The ribosome is a living factory, the essential element within cells that creates proteins by decoding each protein type's specific recipe that is stored within messenger RNA. Ribosomes are a fundamental model for future nano-machines, producing the protein building blocks of all living tissue. Credit: Los Alamos National Laboratory

The ribosome is the ancient molecular factory responsible for synthesizing proteins in all organisms. Using the new tool, the Los Alamos team led by Kevin Sanbonmatsu is the first to observe the entire ribosome in motion at atomic detail. This first simulation of the ribosome offers a new method for identifying potential antibiotic targets for such diseases as anthrax. Until now, only static, snapshot structures of the ribosome have been available.

Sanbonmatsu posits that this technique offers a powerful new tool for understanding molecular machines and improving the efficacy of antibiotics. Antibiotic drugs are less than one one-thousandth the size of the ribosome and act like a monkey-wrench in the machinery of the cell. Such drugs diffuse into the most critical sites of this molecular machine and grind the inner working of the ribosome to a halt.

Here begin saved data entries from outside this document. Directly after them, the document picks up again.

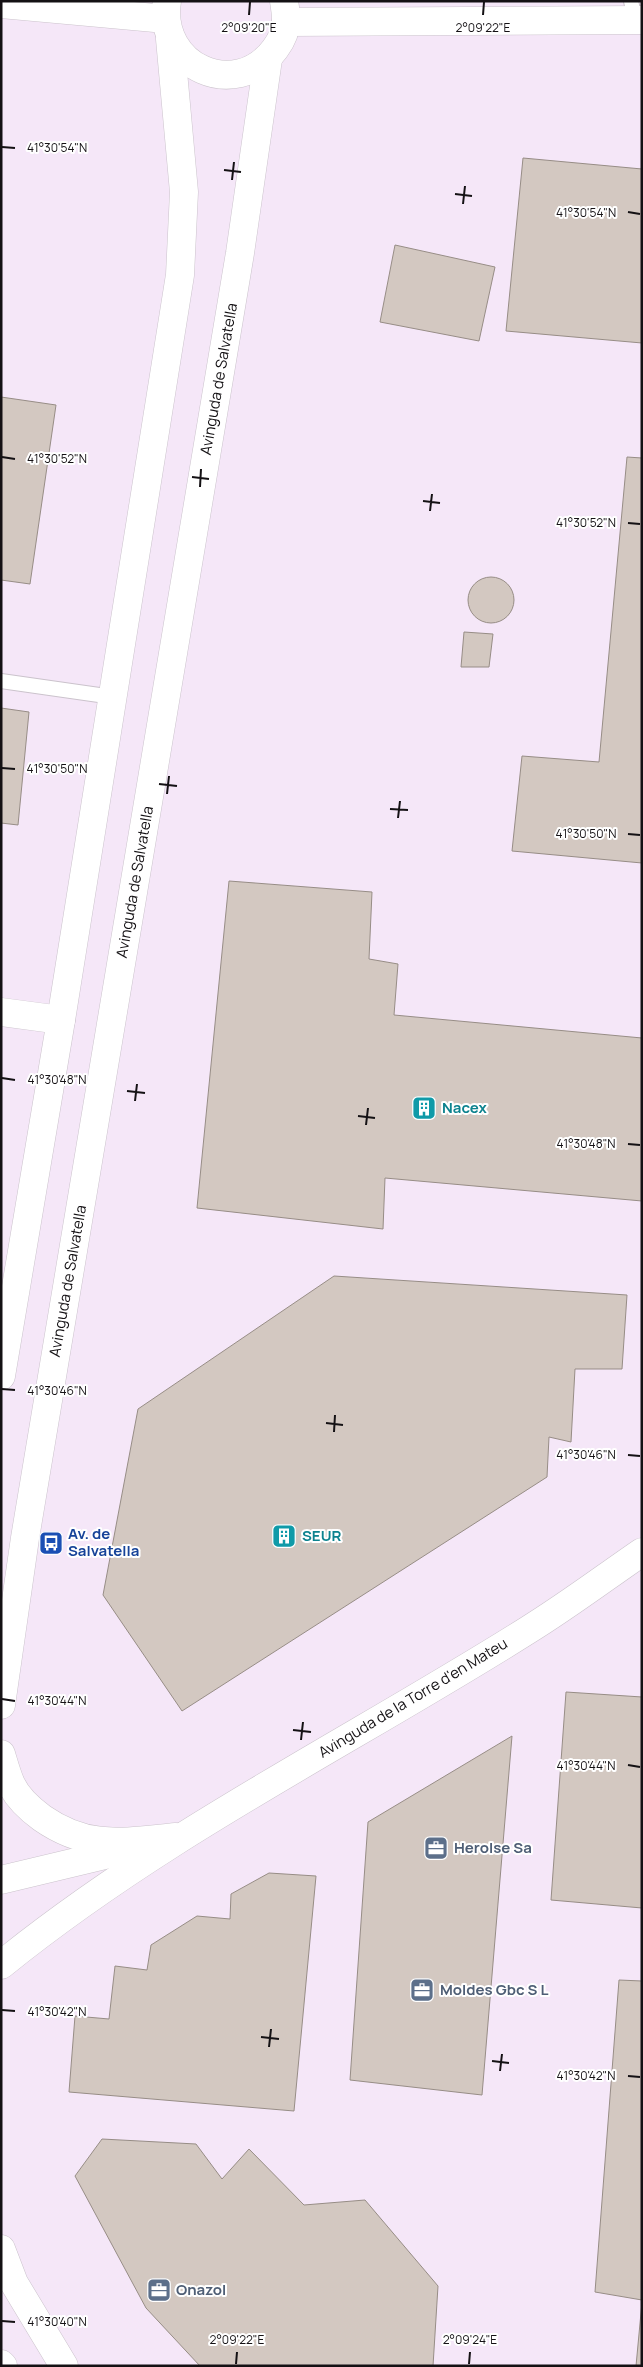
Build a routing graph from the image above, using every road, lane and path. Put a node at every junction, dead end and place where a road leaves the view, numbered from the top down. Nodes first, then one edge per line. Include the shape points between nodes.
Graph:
1 (1, 4) edge
2 (285, 11) edge
3 (168, 13) edge
4 (636, 14) edge
5 (268, 59) junction
6 (1, 681) edge
7 (113, 697) junction
8 (1, 1012) edge
9 (61, 1020) junction
10 (1, 1376) edge
11 (642, 1552) edge
12 (1, 1705) edge
13 (1, 1754) edge
14 (180, 1837) junction
15 (1, 1880) edge
16 (1, 1964) edge
17 (1, 2248) edge
18 (64, 2366) edge

1 - 3 street
2 - 4 street
2 - 5 street via 280,42
3 - 5 street via 185,58 202,70 223,75 244,72
3 - 7 street via 184,192 180,275
5 - 12 street, Avinguda de Salvatella via 240,253 24,1538
6 - 7 lane
7 - 9 street
8 - 9 street
9 - 10 street
11 - 14 street, Avinguda de la Torre d'en Mateu via 530,1630
13 - 14 street via 12,1786 32,1810 59,1830 88,1840 111,1842
14 - 15 street, Avinguda de la Torre d'en Mateu
14 - 16 street, Avinguda de la Torre d'en Mateu via 85,1900
17 - 18 street via 14,2283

"Designing drugs based on only static structures of the ribosome might be akin to intercepting a missile knowing only the launch location and the target location with no radar information. Our simulations enable us to map out the path of the missile's trajectory," Sanbonmatsu said. "The methods and implications lie at the interface between biochemistry, computer science, molecular biology, physics, structural biology and materials science," said Sanbonmatsu. "I believe the results serve as a proof-of-principle for materials scientists, chemists and physicists performing similar simulations of artificial molecular machines in the emerging field of nano-scale information processing. Sanbonmatu's study focuses on decoding, the essential phase during protein synthesis within the cell wherein information transfers from RNA to protein, completing the information flow specified by Francis Crick in 1958 and known as the Central Dogma of Molecular Biology. "The ribosome is, in fact, a nano-scale computer and is very much analogous to the 'CPU' of the cell," he said.

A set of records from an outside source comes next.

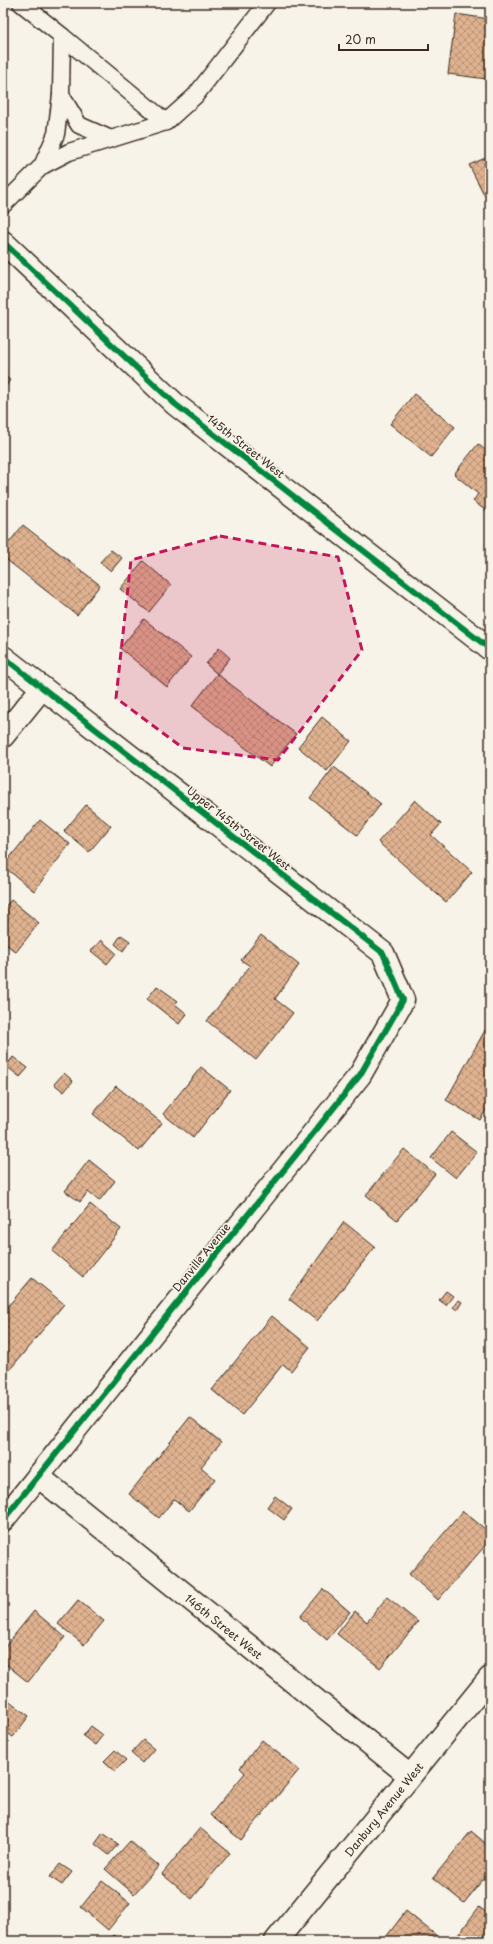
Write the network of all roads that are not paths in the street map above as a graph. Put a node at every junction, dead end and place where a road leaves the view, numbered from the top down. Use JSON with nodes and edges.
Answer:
{"nodes":[{"id":1,"x":21,"y":3,"type":"edge"},
{"id":2,"x":267,"y":3,"type":"edge"},
{"id":3,"x":62,"y":36,"type":"junction"},
{"id":4,"x":61,"y":95,"type":"junction"},
{"id":5,"x":166,"y":122,"type":"junction"},
{"id":6,"x":111,"y":139,"type":"junction"},
{"id":7,"x":42,"y":166,"type":"junction"},
{"id":8,"x":3,"y":206,"type":"edge"},
{"id":9,"x":4,"y":244,"type":"edge"},
{"id":10,"x":490,"y":649,"type":"edge"},
{"id":11,"x":3,"y":657,"type":"edge"},
{"id":12,"x":42,"y":688,"type":"junction"},
{"id":13,"x":3,"y":736,"type":"edge"},
{"id":14,"x":403,"y":1000,"type":"joint"},
{"id":15,"x":38,"y":1476,"type":"junction"},
{"id":16,"x":3,"y":1520,"type":"edge"},
{"id":17,"x":490,"y":1678,"type":"edge"},
{"id":18,"x":410,"y":1776,"type":"junction"},
{"id":19,"x":276,"y":1941,"type":"edge"}],
"edges":[{"from":1,"to":3,"type":"lane"},
{"from":2,"to":5,"type":"lane"},
{"from":3,"to":4,"type":"lane"},
{"from":3,"to":5,"type":"lane"},
{"from":4,"to":6,"type":"lane"},
{"from":4,"to":7,"type":"lane"},
{"from":5,"to":6,"type":"lane"},
{"from":6,"to":7,"type":"lane"},
{"from":7,"to":8,"type":"lane"},
{"from":9,"to":10,"type":"street","name":"145th Street West"},
{"from":11,"to":12,"type":"street","name":"Upper 145th Street West"},
{"from":12,"to":13,"type":"street"},
{"from":12,"to":14,"type":"street","name":"Upper 145th Street West"},
{"from":14,"to":15,"type":"street","name":"Danville Avenue"},
{"from":15,"to":16,"type":"street","name":"Danville Avenue"},
{"from":15,"to":18,"type":"street","name":"146th Street West"},
{"from":17,"to":18,"type":"street","name":"Danbury Avenue West"},
{"from":18,"to":19,"type":"street","name":"Danbury Avenue West"}]}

The ribosome is so fundamental to life that many portions of this molecular machine are identical in every organism ever genetically sequenced. In developing the project, the team identified a corridor inside the ribosome that the transfer RNA must pass through for the decoding to occur, and it appears to be constructed almost entirely of universal bases, implying that it is evolutionarily ancient. The corridor represents a new region of the ribosome containing a variety of potential new antibiotic targets. The simulations also reveal that the essential translating molecule, transfer RNA, must be flexible in two places for decoding to occur, furthering the growing belief that transfer RNA is a major player in the machine-like movement of the ribosome. The simulation also sets the stage for future biochemical research into decoding by identifying 20 universally conserved ribosomal bases important for accommodation, as well as a new structural gate, which may act as a control mechanism during transfer RNA selection.

The aminoacyl-transfer-RNA (red) caught in the act of delivering its amino acid to the growing protein hanging off the peptidyl-transfer-RNA (yellow). The ribosome (large subunit in white and small subunit in cyan) uses the transfer RNA molecules to read the genetic information from the messenger RNA (green). Water molecules are shown in blue. For visualization purposes, only 1 of every 10 water molecules are shown and the top portion of the ribosome is cut away so that the transfer RNA molecules are visible. Credit: Los Alamos National Laboratory

The multi-million-atom simulation was run on 768 of the "Q" machine's 8,192 available processors. Sanbonmatsu worked to develop the simulation with Chang-Shung Tung of Los Alamos, as well as Simpson Joseph of the University of California at San Diego. Funding for the research was provided by the National Institutes of Health, Los Alamos National Laboratory's research and development fund, and support from the Laboratory's Institutional Computing Project.